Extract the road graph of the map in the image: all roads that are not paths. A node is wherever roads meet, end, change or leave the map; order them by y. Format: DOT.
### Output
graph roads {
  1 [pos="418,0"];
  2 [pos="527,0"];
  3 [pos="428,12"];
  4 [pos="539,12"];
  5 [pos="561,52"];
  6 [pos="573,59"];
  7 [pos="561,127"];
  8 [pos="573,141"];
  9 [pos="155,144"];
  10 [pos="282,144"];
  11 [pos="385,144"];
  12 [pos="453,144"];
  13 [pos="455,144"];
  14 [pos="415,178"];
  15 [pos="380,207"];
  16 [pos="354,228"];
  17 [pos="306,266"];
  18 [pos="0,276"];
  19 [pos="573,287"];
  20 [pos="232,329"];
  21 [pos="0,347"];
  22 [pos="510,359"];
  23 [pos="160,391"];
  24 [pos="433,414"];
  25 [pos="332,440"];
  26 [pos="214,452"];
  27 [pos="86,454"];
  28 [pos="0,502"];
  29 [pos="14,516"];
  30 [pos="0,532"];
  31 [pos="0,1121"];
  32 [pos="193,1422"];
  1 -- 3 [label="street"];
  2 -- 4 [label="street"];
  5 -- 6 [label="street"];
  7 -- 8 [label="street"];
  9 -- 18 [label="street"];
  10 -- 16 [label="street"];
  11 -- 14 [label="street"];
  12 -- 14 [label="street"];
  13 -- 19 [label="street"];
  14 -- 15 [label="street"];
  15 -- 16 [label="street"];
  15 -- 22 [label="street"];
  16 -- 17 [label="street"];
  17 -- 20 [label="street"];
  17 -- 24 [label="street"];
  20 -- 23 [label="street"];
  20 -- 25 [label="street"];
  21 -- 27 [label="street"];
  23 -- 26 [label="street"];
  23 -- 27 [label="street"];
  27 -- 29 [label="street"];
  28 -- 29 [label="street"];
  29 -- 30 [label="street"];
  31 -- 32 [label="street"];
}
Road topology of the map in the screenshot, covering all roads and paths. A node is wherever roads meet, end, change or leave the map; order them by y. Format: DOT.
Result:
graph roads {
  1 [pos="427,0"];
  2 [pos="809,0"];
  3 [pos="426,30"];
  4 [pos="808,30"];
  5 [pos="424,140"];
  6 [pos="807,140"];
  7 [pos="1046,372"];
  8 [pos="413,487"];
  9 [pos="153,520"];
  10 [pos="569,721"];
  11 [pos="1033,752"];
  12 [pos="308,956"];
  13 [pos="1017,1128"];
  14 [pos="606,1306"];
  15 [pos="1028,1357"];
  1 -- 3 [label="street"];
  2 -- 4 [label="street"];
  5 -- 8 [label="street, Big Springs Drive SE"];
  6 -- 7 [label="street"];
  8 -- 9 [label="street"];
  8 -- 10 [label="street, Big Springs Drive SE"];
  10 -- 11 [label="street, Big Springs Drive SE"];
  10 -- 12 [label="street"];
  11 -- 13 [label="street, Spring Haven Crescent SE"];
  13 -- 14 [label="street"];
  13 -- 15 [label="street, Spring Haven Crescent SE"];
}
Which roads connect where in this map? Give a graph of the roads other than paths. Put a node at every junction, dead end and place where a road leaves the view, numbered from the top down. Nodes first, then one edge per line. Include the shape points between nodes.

· · · · · · ·

### Work task
Lines holding the word "wherever" should be copied from the entries above.

### Result
Extract the road graph of the map in the image: all roads that are not paths. A node is wherever roads meet, end, change or leave the map; order them by y. Format: DOT.
Road topology of the map in the screenshot, covering all roads and paths. A node is wherever roads meet, end, change or leave the map; order them by y. Format: DOT.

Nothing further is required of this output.